══ SOURCE DATA ══

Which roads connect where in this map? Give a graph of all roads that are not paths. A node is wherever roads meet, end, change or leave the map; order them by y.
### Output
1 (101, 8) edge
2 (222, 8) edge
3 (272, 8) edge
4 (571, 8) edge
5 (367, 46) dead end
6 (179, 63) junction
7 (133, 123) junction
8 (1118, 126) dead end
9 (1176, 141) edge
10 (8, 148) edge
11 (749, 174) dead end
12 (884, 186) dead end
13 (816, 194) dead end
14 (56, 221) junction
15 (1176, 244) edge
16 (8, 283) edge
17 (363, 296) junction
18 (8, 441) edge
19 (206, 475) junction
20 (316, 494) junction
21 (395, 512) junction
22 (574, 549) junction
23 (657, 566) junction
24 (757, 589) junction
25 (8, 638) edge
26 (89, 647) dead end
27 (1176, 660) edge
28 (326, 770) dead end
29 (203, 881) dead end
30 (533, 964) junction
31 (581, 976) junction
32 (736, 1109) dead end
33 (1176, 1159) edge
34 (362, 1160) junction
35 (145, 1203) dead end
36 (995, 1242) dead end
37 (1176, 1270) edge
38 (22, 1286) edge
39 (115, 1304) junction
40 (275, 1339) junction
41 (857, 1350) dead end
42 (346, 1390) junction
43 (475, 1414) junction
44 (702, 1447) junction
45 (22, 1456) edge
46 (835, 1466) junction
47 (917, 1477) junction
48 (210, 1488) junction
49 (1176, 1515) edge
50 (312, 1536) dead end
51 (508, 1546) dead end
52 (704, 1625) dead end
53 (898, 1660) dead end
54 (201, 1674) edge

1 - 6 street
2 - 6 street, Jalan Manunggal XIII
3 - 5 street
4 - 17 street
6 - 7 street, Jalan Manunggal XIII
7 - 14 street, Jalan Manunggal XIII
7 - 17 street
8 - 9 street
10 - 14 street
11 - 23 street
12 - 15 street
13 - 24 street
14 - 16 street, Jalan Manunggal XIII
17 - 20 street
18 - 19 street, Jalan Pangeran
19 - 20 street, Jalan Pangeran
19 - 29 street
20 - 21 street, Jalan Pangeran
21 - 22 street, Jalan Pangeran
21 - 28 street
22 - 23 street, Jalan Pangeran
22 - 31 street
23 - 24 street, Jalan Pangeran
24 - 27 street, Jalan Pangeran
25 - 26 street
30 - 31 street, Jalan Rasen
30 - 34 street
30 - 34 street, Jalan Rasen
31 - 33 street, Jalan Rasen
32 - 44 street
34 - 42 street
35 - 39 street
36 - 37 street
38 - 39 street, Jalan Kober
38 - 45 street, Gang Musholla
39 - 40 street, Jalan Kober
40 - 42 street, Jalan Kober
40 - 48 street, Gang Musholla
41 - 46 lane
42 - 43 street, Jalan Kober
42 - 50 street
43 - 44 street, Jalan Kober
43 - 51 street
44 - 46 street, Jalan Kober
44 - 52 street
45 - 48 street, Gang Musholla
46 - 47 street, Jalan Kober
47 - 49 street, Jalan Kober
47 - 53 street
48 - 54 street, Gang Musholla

═══

YOUR INSTRUCTIONS>
With "Pangeran" as the word to match, copy each line of the records that has it.

EXPECTED ANSWER>
18 - 19 street, Jalan Pangeran
19 - 20 street, Jalan Pangeran
20 - 21 street, Jalan Pangeran
21 - 22 street, Jalan Pangeran
22 - 23 street, Jalan Pangeran
23 - 24 street, Jalan Pangeran
24 - 27 street, Jalan Pangeran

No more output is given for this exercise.